One Hour at a Time
My husband and I had been married for eight years when a casual conversation one night ended with him saying he felt disconnected from his friends and from me, and that he wanted to get into a car and drive off somewhere so he could leave behind all his responsibilities.
My husband loved his friends more than family and he had, I thought, loved me as well. I’d had no idea he was feeling this way, other than a lessening of hugs and kisses which I thought was related to the rigors of a new job. He had never brought up any problems he had or even hinted at any of these feelings when I mentioned he didn’t seem to be as affectionate anymore.
So I was alarmed by the sudden changes in him, and urged him to see a therapist. I asked if he would consider going to a couples’ therapist with me to work on what we were going through, and when he agreed, I made all the arrangements. He didn’t have a history of depression, either personally or in his family, but he sounded depressed and I was worried about him.
Less than two weeks later, after his second individual therapy session and within 10 minutes of our first couples’ counseling session, he said that he didn’t think there was any way of making our marriage work.
I did not take this news well. In fact, I cried, screamed, and swore. I thought we were going to counseling to try to make things better, I said. Why was he breaking this news to me now, in front of a complete stranger, and what was the point of us even coming to therapy together if he had already decided how things would be?
Because, he said, I just figured this out an hour ago and we had already made the appointment.
He moved out that night, and I was left grappling with what remained of my previously happy life. My husband had never volunteered any information about his feelings to me, and even the little information I now had was based on questions I had asked him. Apparently both of us, my husband felt, would be stronger people without the other. We had already tried, he thought, and failed. He was tired of making sacrifices, and by sacrifices, he meant being accountable to another person, having to tell another person when he would be home and where he was going, and having to plan his life with another person.
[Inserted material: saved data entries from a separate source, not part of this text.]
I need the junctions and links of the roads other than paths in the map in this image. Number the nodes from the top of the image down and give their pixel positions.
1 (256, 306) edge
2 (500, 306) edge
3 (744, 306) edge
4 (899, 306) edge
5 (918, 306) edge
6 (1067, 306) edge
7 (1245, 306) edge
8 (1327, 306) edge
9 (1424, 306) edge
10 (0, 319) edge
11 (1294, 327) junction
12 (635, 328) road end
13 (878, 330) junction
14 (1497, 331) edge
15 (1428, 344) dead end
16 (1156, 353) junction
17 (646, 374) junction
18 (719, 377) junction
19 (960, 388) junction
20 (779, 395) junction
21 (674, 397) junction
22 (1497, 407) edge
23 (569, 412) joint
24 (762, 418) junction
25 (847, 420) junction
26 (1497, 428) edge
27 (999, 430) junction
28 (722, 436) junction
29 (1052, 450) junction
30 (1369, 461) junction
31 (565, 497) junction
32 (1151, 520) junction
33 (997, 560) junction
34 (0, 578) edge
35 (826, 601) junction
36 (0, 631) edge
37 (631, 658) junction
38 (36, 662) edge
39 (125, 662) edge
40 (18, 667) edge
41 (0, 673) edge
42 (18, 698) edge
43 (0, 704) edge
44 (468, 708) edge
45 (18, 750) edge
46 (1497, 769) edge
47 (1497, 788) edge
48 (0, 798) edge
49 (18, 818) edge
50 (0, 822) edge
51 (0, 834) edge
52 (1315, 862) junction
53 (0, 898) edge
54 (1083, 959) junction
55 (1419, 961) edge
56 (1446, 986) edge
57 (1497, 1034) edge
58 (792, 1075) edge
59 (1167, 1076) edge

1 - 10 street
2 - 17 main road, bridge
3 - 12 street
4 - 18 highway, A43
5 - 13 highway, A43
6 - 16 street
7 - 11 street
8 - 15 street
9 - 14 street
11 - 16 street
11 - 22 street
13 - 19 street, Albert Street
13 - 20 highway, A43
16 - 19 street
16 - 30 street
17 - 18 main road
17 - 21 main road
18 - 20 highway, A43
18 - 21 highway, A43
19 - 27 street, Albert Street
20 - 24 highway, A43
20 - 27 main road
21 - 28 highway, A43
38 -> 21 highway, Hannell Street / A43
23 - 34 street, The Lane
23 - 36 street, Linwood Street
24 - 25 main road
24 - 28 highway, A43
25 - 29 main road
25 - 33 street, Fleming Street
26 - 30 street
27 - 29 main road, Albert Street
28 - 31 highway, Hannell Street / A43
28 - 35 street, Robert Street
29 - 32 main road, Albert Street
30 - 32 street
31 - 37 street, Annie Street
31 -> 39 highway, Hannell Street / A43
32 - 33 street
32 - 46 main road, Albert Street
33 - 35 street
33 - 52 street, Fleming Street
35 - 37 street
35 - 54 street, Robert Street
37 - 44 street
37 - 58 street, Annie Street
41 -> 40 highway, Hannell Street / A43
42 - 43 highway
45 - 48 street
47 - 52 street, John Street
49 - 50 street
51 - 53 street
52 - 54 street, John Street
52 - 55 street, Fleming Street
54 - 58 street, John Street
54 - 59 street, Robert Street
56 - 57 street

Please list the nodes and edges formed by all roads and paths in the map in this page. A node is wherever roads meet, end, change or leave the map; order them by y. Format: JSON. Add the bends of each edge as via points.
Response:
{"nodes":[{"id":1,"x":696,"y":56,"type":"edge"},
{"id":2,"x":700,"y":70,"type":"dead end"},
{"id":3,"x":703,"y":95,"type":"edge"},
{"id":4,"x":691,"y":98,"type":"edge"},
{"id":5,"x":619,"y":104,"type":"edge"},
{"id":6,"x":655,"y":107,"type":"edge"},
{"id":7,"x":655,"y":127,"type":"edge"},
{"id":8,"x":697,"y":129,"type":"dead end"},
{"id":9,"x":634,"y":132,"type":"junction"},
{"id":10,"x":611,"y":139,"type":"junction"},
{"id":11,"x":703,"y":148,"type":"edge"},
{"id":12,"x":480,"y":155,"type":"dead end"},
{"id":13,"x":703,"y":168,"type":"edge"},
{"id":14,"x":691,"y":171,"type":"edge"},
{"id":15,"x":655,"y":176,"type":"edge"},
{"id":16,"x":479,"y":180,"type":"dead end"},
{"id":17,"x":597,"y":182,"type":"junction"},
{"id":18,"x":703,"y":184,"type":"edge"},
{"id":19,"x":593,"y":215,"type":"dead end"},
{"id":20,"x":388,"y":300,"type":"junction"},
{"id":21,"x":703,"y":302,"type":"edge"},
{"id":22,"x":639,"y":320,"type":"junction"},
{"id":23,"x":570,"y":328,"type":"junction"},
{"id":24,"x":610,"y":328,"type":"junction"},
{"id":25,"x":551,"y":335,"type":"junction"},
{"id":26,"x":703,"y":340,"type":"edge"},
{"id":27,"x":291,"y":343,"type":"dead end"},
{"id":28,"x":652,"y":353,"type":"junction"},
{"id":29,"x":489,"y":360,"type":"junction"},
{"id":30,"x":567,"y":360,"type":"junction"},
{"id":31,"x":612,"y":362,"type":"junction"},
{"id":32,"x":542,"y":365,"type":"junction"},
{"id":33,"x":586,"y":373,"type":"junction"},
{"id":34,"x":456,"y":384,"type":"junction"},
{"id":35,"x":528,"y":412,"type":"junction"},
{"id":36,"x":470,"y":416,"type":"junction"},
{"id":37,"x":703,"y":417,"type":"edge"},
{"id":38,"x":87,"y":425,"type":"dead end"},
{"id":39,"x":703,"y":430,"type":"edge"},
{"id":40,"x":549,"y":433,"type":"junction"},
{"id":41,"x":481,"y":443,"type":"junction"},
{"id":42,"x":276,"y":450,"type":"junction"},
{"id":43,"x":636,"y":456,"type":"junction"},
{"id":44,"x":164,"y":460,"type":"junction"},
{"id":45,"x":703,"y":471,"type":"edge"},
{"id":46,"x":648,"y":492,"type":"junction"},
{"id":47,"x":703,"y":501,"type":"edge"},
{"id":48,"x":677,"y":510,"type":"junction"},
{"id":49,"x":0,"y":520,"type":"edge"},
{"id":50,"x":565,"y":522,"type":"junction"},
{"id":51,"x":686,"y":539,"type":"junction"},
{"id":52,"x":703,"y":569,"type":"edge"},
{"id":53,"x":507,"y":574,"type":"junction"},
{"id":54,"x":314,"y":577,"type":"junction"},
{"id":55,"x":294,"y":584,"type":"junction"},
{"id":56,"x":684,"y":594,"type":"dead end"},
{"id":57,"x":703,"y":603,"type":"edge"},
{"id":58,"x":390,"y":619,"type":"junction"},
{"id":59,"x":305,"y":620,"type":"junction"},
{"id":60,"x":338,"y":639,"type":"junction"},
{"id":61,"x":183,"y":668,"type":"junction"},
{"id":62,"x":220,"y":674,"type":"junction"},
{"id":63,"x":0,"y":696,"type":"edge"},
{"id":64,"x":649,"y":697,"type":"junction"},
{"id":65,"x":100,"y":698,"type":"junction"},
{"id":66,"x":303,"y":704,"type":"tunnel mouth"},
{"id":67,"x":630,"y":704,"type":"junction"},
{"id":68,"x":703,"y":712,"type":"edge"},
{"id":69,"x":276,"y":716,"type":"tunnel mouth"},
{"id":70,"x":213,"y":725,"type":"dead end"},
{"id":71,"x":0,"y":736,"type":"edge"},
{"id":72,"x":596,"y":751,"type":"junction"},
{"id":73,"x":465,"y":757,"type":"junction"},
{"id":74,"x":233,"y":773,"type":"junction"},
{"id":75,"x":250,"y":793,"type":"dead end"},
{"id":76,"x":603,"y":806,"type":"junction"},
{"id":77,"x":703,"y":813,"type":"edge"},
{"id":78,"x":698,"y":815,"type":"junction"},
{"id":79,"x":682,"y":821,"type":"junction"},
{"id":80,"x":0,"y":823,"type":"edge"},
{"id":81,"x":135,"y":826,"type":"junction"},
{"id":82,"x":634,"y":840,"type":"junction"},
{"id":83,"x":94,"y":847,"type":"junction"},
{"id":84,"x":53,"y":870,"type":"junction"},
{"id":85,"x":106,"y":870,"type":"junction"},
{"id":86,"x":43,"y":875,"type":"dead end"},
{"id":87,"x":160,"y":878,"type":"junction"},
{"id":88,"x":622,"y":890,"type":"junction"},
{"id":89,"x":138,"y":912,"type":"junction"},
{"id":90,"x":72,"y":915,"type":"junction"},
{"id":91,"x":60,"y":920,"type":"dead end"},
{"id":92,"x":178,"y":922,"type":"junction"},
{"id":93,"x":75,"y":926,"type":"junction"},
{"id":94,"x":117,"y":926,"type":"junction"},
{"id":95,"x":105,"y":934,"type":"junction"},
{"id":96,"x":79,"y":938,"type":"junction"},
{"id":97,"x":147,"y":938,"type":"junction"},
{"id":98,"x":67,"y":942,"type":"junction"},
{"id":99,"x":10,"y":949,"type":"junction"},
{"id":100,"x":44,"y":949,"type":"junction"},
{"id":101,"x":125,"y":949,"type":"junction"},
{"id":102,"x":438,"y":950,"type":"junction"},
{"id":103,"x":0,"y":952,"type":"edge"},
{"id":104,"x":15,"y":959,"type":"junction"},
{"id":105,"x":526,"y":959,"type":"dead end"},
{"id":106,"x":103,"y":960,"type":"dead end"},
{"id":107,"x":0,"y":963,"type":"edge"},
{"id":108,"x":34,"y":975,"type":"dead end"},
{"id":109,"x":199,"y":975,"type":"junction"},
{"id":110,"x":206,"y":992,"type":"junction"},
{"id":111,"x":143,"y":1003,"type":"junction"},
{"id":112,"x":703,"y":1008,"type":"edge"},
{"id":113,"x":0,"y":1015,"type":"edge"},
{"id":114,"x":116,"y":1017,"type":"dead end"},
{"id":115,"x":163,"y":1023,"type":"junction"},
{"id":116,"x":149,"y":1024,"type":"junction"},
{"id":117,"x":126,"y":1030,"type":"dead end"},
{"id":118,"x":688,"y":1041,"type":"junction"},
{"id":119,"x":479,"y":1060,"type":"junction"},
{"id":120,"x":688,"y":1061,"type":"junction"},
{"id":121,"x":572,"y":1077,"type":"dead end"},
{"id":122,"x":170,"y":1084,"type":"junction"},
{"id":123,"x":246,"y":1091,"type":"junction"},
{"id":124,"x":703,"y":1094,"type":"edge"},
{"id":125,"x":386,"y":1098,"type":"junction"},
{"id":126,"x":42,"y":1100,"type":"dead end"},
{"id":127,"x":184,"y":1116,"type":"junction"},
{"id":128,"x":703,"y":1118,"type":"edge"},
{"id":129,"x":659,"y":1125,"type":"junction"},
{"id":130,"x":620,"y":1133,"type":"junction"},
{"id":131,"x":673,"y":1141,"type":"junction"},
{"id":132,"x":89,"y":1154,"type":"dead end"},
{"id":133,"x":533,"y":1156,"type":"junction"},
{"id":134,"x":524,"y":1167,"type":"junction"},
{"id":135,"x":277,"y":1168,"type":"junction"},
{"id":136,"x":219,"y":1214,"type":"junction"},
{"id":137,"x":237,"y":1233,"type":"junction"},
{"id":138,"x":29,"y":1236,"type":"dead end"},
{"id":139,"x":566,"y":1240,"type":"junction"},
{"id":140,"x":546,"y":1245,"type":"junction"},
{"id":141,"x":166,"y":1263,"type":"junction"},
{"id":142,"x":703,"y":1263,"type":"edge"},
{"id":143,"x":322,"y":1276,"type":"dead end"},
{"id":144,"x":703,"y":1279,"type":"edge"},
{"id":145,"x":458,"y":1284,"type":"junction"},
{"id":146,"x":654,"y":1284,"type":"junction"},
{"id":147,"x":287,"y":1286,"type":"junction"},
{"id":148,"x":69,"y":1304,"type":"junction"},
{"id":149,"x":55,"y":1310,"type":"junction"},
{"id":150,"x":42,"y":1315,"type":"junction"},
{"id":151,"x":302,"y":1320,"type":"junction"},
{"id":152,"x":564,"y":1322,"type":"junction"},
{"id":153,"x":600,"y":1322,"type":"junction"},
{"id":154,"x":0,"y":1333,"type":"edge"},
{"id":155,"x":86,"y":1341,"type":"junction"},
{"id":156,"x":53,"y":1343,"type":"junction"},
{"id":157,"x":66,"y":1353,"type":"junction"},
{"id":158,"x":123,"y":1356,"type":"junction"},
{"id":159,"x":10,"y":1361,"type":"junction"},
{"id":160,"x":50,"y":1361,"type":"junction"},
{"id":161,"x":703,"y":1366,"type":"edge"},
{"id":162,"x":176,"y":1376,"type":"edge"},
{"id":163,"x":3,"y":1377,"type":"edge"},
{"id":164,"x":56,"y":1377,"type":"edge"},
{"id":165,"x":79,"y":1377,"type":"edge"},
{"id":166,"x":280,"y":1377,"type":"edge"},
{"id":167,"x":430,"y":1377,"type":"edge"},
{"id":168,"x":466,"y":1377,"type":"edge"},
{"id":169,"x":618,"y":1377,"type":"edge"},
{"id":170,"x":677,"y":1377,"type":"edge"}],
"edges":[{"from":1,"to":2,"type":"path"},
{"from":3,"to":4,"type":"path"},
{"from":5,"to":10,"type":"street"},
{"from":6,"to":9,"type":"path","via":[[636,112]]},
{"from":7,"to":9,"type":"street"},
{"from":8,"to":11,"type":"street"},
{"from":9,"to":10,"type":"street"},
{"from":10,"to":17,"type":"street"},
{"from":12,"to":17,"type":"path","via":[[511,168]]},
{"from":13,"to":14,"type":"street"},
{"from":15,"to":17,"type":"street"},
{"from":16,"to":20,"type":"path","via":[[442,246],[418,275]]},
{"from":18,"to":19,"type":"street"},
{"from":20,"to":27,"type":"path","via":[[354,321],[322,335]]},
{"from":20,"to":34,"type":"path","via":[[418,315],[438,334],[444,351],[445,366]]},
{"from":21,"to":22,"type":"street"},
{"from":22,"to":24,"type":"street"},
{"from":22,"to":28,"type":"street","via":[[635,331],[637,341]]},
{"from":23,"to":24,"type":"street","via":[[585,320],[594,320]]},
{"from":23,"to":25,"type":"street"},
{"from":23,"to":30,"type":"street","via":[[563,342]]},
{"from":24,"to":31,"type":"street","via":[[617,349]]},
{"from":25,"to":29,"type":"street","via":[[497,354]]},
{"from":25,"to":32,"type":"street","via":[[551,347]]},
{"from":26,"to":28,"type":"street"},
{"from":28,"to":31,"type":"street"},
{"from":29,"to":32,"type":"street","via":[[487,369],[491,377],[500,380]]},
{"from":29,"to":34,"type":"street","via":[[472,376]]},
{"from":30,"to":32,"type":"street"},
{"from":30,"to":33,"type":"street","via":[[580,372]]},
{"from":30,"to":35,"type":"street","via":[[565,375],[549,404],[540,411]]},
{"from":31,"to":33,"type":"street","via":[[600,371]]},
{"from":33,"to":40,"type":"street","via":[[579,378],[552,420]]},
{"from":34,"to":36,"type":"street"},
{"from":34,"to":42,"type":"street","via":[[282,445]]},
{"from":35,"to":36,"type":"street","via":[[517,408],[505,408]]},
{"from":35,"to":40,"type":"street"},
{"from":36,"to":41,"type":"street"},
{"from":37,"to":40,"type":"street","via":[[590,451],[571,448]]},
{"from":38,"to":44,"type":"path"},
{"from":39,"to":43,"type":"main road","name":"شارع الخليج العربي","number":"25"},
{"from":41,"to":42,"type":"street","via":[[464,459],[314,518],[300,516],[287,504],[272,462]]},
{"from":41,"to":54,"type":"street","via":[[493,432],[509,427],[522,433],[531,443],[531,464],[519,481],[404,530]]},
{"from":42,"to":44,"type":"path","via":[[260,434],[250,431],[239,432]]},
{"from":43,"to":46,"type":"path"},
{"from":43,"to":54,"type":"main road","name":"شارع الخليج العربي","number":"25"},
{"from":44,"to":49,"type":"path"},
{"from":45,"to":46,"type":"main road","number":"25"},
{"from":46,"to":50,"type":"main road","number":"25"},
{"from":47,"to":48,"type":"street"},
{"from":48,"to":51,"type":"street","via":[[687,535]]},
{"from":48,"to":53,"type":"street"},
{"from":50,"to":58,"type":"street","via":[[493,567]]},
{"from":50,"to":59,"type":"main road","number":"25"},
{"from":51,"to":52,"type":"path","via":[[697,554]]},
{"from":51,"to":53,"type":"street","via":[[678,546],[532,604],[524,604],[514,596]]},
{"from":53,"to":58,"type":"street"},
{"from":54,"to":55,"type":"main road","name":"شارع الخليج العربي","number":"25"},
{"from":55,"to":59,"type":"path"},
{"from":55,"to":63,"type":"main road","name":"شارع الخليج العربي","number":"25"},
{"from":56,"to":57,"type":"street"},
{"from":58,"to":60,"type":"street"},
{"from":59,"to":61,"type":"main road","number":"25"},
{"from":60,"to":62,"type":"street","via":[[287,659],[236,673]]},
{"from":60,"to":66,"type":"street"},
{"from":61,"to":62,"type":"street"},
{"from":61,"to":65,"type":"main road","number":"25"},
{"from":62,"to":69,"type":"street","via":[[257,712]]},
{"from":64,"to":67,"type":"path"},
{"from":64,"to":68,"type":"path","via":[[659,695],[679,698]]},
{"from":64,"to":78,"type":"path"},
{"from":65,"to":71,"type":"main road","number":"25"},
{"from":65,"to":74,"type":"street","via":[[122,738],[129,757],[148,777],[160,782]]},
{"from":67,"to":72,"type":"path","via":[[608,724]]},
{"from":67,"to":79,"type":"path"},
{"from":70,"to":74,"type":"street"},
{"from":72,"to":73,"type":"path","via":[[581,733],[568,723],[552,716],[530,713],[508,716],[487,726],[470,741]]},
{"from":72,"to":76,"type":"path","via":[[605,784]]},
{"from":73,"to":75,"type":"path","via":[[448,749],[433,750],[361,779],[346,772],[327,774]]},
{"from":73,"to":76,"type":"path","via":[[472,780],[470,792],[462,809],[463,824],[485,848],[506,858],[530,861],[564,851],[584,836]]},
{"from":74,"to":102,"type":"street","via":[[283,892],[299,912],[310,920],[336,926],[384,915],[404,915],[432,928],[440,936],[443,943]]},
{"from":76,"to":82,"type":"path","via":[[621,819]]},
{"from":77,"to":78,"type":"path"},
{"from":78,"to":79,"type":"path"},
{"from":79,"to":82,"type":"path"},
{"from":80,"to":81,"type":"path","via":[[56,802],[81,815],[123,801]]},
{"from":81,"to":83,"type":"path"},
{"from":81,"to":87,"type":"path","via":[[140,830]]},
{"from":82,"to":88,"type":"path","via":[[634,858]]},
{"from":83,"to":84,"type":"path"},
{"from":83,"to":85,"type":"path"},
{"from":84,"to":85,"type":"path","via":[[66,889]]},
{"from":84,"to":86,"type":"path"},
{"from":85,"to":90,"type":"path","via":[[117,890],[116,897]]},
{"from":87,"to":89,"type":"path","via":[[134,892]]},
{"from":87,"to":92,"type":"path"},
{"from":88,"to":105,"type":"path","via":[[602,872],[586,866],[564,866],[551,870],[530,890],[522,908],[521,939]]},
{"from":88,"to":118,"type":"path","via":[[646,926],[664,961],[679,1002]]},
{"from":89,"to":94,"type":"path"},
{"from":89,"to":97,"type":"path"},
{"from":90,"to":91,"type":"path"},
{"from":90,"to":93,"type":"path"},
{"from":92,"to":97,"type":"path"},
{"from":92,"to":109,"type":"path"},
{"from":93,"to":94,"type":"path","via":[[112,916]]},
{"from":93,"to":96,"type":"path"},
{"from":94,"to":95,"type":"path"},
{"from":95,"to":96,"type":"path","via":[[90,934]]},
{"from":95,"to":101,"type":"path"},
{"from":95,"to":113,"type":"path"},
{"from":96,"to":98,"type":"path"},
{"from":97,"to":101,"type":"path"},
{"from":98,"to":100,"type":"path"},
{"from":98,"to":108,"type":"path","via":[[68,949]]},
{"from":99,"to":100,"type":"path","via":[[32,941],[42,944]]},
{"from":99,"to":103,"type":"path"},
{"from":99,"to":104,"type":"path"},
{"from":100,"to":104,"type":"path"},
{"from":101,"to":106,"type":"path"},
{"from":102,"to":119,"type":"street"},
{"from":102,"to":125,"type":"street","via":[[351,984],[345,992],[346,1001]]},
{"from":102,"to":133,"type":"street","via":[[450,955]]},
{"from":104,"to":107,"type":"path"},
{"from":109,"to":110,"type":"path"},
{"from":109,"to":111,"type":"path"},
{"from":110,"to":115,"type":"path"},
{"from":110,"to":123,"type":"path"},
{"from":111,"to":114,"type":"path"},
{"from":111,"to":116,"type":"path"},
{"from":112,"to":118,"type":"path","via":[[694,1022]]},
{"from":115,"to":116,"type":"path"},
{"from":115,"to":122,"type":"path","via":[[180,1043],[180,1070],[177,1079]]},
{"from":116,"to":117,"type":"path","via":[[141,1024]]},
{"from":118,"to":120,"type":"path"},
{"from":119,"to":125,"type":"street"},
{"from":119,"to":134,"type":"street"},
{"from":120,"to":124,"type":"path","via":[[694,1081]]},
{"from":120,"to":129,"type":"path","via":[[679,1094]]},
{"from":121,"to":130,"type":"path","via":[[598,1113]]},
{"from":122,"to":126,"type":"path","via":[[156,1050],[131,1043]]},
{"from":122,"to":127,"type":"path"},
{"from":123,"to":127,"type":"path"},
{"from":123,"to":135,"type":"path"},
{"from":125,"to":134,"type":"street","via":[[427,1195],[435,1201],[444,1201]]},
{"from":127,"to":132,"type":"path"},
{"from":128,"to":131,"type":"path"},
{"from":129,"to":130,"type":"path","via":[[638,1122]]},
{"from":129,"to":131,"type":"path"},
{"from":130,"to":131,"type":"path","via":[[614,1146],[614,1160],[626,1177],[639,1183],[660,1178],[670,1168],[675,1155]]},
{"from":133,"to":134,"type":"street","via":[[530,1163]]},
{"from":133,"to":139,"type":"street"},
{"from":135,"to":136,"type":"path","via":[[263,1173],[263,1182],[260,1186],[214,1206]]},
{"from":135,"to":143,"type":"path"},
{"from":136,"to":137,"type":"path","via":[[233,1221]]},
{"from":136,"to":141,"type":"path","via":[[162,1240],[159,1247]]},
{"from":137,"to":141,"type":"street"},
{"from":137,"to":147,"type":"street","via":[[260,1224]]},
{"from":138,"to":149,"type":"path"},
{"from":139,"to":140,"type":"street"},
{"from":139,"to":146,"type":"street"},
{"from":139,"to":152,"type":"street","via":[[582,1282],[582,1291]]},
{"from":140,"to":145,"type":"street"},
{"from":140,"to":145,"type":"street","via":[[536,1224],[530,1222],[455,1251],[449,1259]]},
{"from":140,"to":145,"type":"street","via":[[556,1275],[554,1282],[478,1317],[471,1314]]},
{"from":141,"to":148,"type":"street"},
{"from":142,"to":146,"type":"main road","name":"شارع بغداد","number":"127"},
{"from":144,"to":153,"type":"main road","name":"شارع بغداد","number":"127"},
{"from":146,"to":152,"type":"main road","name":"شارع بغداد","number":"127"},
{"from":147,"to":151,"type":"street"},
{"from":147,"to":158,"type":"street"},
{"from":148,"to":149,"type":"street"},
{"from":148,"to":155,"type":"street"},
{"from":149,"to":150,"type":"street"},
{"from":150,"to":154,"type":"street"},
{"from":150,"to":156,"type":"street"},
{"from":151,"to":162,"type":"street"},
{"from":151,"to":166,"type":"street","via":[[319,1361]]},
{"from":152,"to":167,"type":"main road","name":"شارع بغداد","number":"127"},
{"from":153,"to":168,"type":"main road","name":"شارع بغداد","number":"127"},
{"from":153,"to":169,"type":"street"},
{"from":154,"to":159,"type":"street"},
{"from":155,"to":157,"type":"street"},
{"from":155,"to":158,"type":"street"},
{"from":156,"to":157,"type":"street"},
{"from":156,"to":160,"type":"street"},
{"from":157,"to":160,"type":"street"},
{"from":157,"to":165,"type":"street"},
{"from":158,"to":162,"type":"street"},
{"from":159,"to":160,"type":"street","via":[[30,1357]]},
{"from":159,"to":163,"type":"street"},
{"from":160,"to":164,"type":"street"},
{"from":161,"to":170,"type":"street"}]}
He loved his new job, and hated the rest of his life.
It is a strange thing to go from being in a loving partnership, dividing the bills and chores, invited jointly to events, to suddenly being alone. What my husband sees as weakness — two people sharing a life, balancing work and enjoyment, and willingly making certain sacrifices, is what I saw as strength.
By necessity, you give up a part of your individuality when you get married. I gladly gave this up because in return, I got the chance to make myself a better person, one that was shaped by love, acceptance, and the sheer selflessness of learning to live with another person. My husband brought out the best in me, and now his leaving has brought out the worst.
I still don’t know if he is depressed and if the depression is clouding his real feelings, or if I’m just grasping for explanations and refusing to accept that he’s just been very, very good about hiding his feelings from me. I swing between wanting to call him and wanting to call a divorce lawyer, simultaneously worrying about him and weeping uncontrollably at the thought of my life without him.
If my husband, who can sound rational even when he is not, who is undergoing changes so drastic that no one who knows him can understand this, is depressed, I want to be there to support him. But right now I can only watch him push me away with his words and deeds while I wait.
I am not waiting for anything in particular — no specific event or miraculous occurrence that I expect to return my life to what it was before, only better and stronger. Instead, I am merely counting time. Day by day, hour by hour, I look at the clock and wait. One hour gone means one more hour I have survived with half my soul missing. These days, that is all that counts as strength.